There's actually no other way to make a CPU hog consume X% of CPU other than
to sleep for a certain amount of time and then work again for a certain
amount of time. Having 1s switching time sounds a bit coarse to me though,
especially since it leaves enough time for the power saving features of the
CPU to try adjust.
thermal cycling isn't doing my CPU any favours either. Why can't these
code-monkeys write code that simply uses 75% of the CPU constantly and
smoothly rather than just switching between 100% and 0% load?

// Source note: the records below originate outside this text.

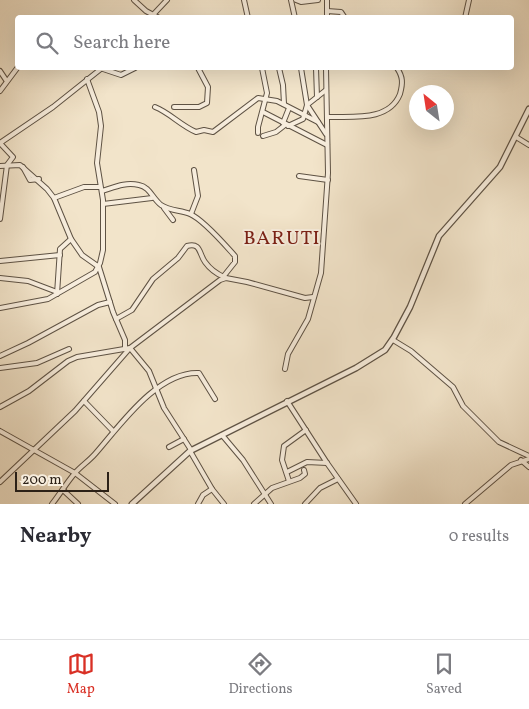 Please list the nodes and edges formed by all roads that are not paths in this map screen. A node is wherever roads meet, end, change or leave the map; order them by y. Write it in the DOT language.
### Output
graph roads {
  1 [pos="134,0"];
  2 [pos="166,0"];
  3 [pos="244,0"];
  4 [pos="291,0"];
  5 [pos="296,0"];
  6 [pos="318,0"];
  7 [pos="326,0"];
  8 [pos="469,0"];
  9 [pos="327,11"];
  10 [pos="150,15"];
  11 [pos="152,15"];
  12 [pos="247,15"];
  13 [pos="294,15"];
  14 [pos="327,15"];
  15 [pos="343,15"];
  16 [pos="466,15"];
  17 [pos="16,70"];
  18 [pos="98,70"];
  19 [pos="107,70"];
  20 [pos="132,70"];
  21 [pos="199,70"];
  22 [pos="262,70"];
  23 [pos="280,70"];
  24 [pos="301,70"];
  25 [pos="316,70"];
  26 [pos="326,70"];
  27 [pos="398,70"];
  28 [pos="0,71"];
  29 [pos="87,79"];
  30 [pos="6,80"];
  31 [pos="0,90"];
  32 [pos="326,90"];
  33 [pos="317,97"];
  34 [pos="266,98"];
  35 [pos="284,104"];
  36 [pos="307,105"];
  37 [pos="154,107"];
  38 [pos="174,107"];
  39 [pos="289,108"];
  40 [pos="529,109"];
  41 [pos="263,112"];
  42 [pos="304,117"];
  43 [pos="327,117"];
  44 [pos="318,122"];
  45 [pos="285,125"];
  46 [pos="258,133"];
  47 [pos="327,135"];
  48 [pos="263,136"];
  49 [pos="516,137"];
  50 [pos="327,145"];
  51 [pos="529,145"];
  52 [pos="13,157"];
  53 [pos="7,165"];
  54 [pos="0,166"];
  55 [pos="22,166"];
  56 [pos="194,170"];
  57 [pos="299,176"];
  58 [pos="328,180"];
  59 [pos="101,189"];
  60 [pos="54,198"];
  61 [pos="152,198"];
  62 [pos="103,204"];
  63 [pos="163,206"];
  64 [pos="191,214"];
  65 [pos="0,219"];
  66 [pos="173,220"];
  67 [pos="71,239"];
  68 [pos="60,254"];
  69 [pos="0,261"];
  70 [pos="99,267"];
  71 [pos="0,278"];
  72 [pos="224,278"];
  73 [pos="57,293"];
  74 [pos="313,297"];
  75 [pos="110,302"];
  76 [pos="0,308"];
  77 [pos="116,319"];
  78 [pos="393,340"];
  79 [pos="128,348"];
  80 [pos="68,349"];
  81 [pos="0,356"];
  82 [pos="0,368"];
  83 [pos="286,369"];
  84 [pos="156,389"];
  85 [pos="215,399"];
  86 [pos="84,401"];
  87 [pos="288,402"];
  88 [pos="0,407"];
  89 [pos="306,430"];
  90 [pos="0,431"];
  91 [pos="113,431"];
  92 [pos="222,435"];
  93 [pos="184,439"];
  94 [pos="169,447"];
  95 [pos="34,448"];
  96 [pos="191,450"];
  97 [pos="529,458"];
  98 [pos="521,460"];
  99 [pos="327,463"];
  100 [pos="529,467"];
  101 [pos="304,470"];
  102 [pos="287,472"];
  103 [pos="75,473"];
  104 [pos="338,479"];
  105 [pos="289,481"];
  106 [pos="0,482"];
  107 [pos="212,489"];
  108 [pos="63,490"];
  109 [pos="265,492"];
  110 [pos="52,504"];
  111 [pos="78,504"];
  112 [pos="115,504"];
  113 [pos="133,504"];
  114 [pos="198,504"];
  115 [pos="224,504"];
  116 [pos="254,504"];
  117 [pos="271,504"];
  118 [pos="305,504"];
  119 [pos="356,504"];
  120 [pos="465,504"];
  1 -- 10 [label="street"];
  2 -- 11 [label="street"];
  3 -- 12 [label="street"];
  4 -- 13 [label="street"];
  5 -- 6 [label="street"];
  7 -- 9 [label="street"];
  8 -- 16 [label="street"];
  9 -- 14 [label="street"];
  9 -- 15 [label="street"];
  17 -- 30 [label="street"];
  18 -- 29 [label="street"];
  19 -- 20 [label="street"];
  21 -- 38 [label="street"];
  22 -- 34 [label="street"];
  23 -- 35 [label="street"];
  24 -- 36 [label="street"];
  25 -- 33 [label="street"];
  26 -- 32 [label="street"];
  27 -- 43 [label="street"];
  28 -- 30 [label="street"];
  29 -- 52 [label="street"];
  29 -- 59 [label="street"];
  30 -- 31 [label="street"];
  32 -- 33 [label="street"];
  32 -- 43 [label="street"];
  33 -- 36 [label="street"];
  34 -- 35 [label="street"];
  34 -- 37 [label="street"];
  34 -- 41 [label="street"];
  35 -- 39 [label="street"];
  36 -- 42 [label="street"];
  36 -- 44 [label="street"];
  39 -- 42 [label="street"];
  39 -- 45 [label="street"];
  40 -- 49 [label="street"];
  41 -- 45 [label="street"];
  41 -- 46 [label="street"];
  42 -- 44 [label="street"];
  42 -- 45 [label="street"];
  43 -- 47 [label="street"];
  44 -- 47 [label="street"];
  45 -- 48 [label="street"];
  45 -- 50 [label="street"];
  47 -- 50 [label="street"];
  49 -- 51 [label="street"];
  49 -- 78 [label="street"];
  50 -- 58 [label="street"];
  52 -- 53 [label="street"];
  52 -- 55 [label="street"];
  53 -- 54 [label="street"];
  53 -- 55 [label="street"];
  53 -- 65 [label="street"];
  55 -- 60 [label="street"];
  56 -- 64 [label="street"];
  57 -- 58 [label="street"];
  58 -- 74 [label="street"];
  59 -- 60 [label="street"];
  59 -- 61 [label="street"];
  59 -- 62 [label="street"];
  60 -- 67 [label="street"];
  61 -- 62 [label="street"];
  61 -- 63 [label="street"];
  62 -- 70 [label="street"];
  63 -- 64 [label="street"];
  63 -- 66 [label="street"];
  64 -- 72 [label="street"];
  67 -- 68 [label="street"];
  67 -- 70 [label="street"];
  68 -- 69 [label="street"];
  68 -- 73 [label="street"];
  70 -- 73 [label="street"];
  70 -- 75 [label="street"];
  71 -- 73 [label="street"];
  72 -- 74 [label="street"];
  72 -- 77 [label="street"];
  72 -- 79 [label="street"];
  73 -- 76 [label="street"];
  74 -- 83 [label="street"];
  75 -- 77 [label="street"];
  75 -- 81 [label="street"];
  77 -- 79 [label="street"];
  78 -- 87 [label="street"];
  78 -- 97 [label="street"];
  79 -- 84 [label="street"];
  79 -- 86 [label="street"];
  79 -- 88 [label="street"];
  80 -- 82 [label="street"];
  84 -- 85 [label="street"];
  84 -- 91 [label="street"];
  84 -- 93 [label="street"];
  86 -- 91 [label="street"];
  86 -- 95 [label="street"];
  87 -- 89 [label="street"];
  87 -- 92 [label="street"];
  89 -- 99 [label="street"];
  89 -- 102 [label="street"];
  90 -- 95 [label="street"];
  91 -- 103 [label="street"];
  92 -- 96 [label="street"];
  92 -- 109 [label="street"];
  93 -- 94 [label="street"];
  93 -- 96 [label="street"];
  95 -- 103 [label="street"];
  95 -- 106 [label="street"];
  96 -- 107 [label="street"];
  96 -- 113 [label="street"];
  97 -- 98 [label="street"];
  98 -- 100 [label="street"];
  98 -- 120 [label="street"];
  99 -- 102 [label="street"];
  99 -- 104 [label="street"];
  101 -- 105 [label="street"];
  102 -- 105 [label="street"];
  103 -- 108 [label="street"];
  103 -- 112 [label="street"];
  104 -- 118 [label="street"];
  104 -- 119 [label="street"];
  105 -- 109 [label="street"];
  107 -- 114 [label="street"];
  107 -- 115 [label="street"];
  108 -- 110 [label="street"];
  108 -- 111 [label="street"];
  109 -- 116 [label="street"];
  109 -- 117 [label="street"];
} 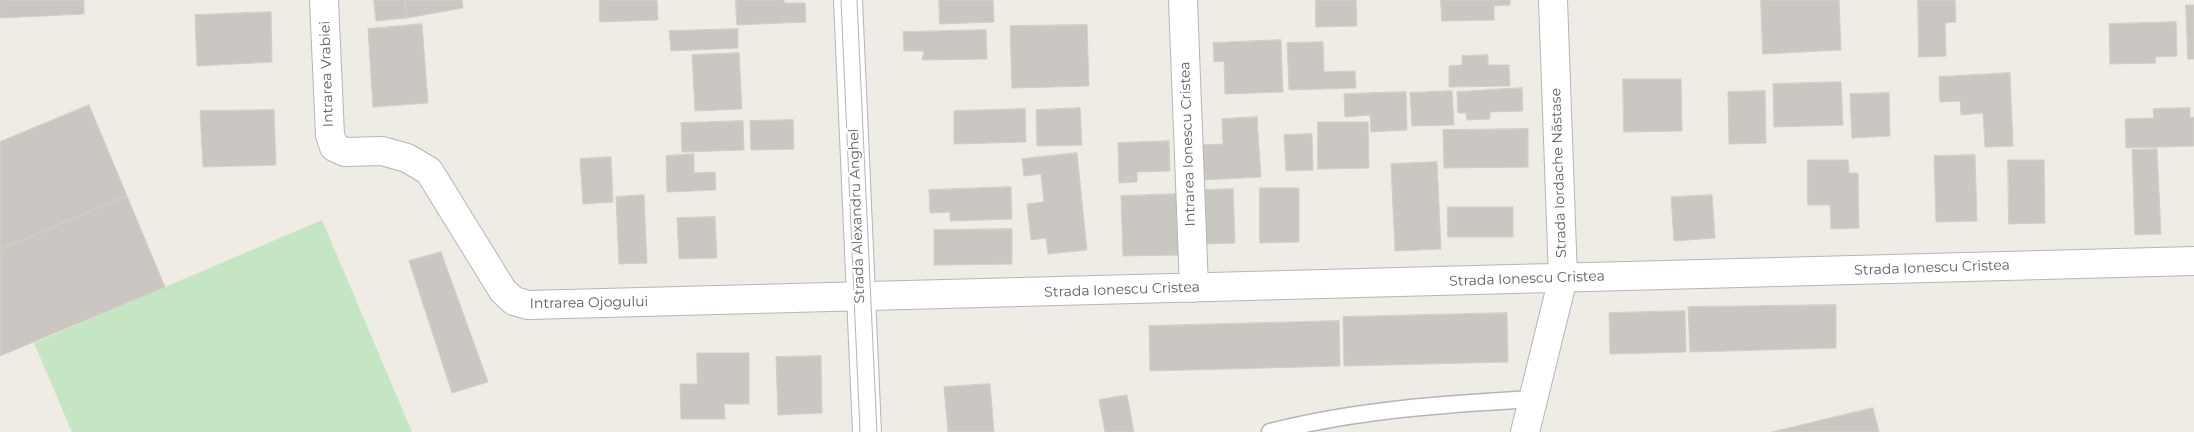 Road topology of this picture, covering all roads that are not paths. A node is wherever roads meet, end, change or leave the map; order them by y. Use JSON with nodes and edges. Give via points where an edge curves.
{"nodes":[{"id":1,"x":324,"y":0,"type":"edge"},
{"id":2,"x":848,"y":0,"type":"edge"},
{"id":3,"x":1183,"y":0,"type":"edge"},
{"id":4,"x":1553,"y":0,"type":"edge"},
{"id":5,"x":334,"y":146,"type":"joint"},
{"id":6,"x":2194,"y":261,"type":"edge"},
{"id":7,"x":1563,"y":278,"type":"junction"},
{"id":8,"x":1194,"y":288,"type":"junction"},
{"id":9,"x":861,"y":297,"type":"junction"},
{"id":10,"x":1533,"y":399,"type":"junction"},
{"id":11,"x":867,"y":432,"type":"edge"},
{"id":12,"x":1270,"y":432,"type":"edge"},
{"id":13,"x":1525,"y":432,"type":"edge"}],
"edges":[{"from":1,"to":5,"type":"street","name":"Intrarea Vrabiei","via":[[330,135]]},
{"from":2,"to":9,"type":"street","name":"Strada Alexandru Anghel"},
{"from":3,"to":8,"type":"street","name":"Intrarea Ionescu Cristea"},
{"from":4,"to":7,"type":"street","name":"Strada Iordache Năstase"},
{"from":5,"to":9,"type":"street","name":"Intrarea Ojogului","via":[[345,152],[382,151],[407,158],[429,171],[503,291],[514,301],[528,305]]},
{"from":6,"to":7,"type":"street","name":"Strada Ionescu Cristea"},
{"from":7,"to":8,"type":"street","name":"Strada Ionescu Cristea"},
{"from":7,"to":10,"type":"street","name":"Strada Iordache Năstase"},
{"from":8,"to":9,"type":"street","name":"Strada Ionescu Cristea"},
{"from":9,"to":11,"type":"street","name":"Strada Alexandru Anghel"},
{"from":10,"to":12,"type":"lane","via":[[1359,414]]},
{"from":10,"to":13,"type":"street","name":"Strada Iordache Năstase"}]}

Everything that runs on the CPU essentially runs at 100% when it runs. A
word processor will occupy the cpu 100% for blinking the cursor. It's just
that the amount of time it spends on the CPU to turn the cursor off or on
is so small, so that in order for any measurement program to see it as 100%
it would have to have an update rate of a few hundred thousand times per
second...
A media player playing your favourite mp3 goes to sleep and asks the OS to
wake it up when there's room in the sound buffer again. The OS gets
notified through an interrupt by the sound chip when it has played a buffer
fragment. The OS wakes up the media player, which will consume 100% CPU
until it has decoded more sound and filled up the sound buffer again. This
probably takes less than a millisecond though. It might also not have had
enough of the mp3 in memory, in which case it will have asked the OS to
give it more data from the harddrive. The player is forced to sleep again,
until the IDE/Sata/USB/etc controller fires an interrupt telling the OS
that the data it requested is now available, the OS wakes up the player
again and feeds it the requested data, and the player consumes 100% CPU
until it does something again which makes it sleep. CPU usage is simply an
average of how much time is spent sleeping and how much time is spent
running.
You might ask why the programmers didn't choose to switch between working
and not working more frequently? There's a compromise, the quarter second
boinc isn't doing anything, the CPU can spend in a reduced power state. If
boinc was switching 100 times per second, which would probably be fast
enough to make all sorts of measurement and monitoring programs show a
"constant" 75%, then CPU would use more power since it would only have
about 25ms at a time to spend in a lower power state. Transitioning between
the different power states takes time and power too, so the power saved
would be less.
If you want the cycle to be much shorter than 100ms you'd have to request
the OS to use a faster timer interrupt, which also increases power
consumption.
I guess it's up for debate whether the slower switching causes more thermal
stress on the computer compared to faster switching... The best solution,
as was suggested later in this thread, is probably to let it run 100%
daytime and switch it off for the night, if the cooling of the computer at
all can handle full load.. :)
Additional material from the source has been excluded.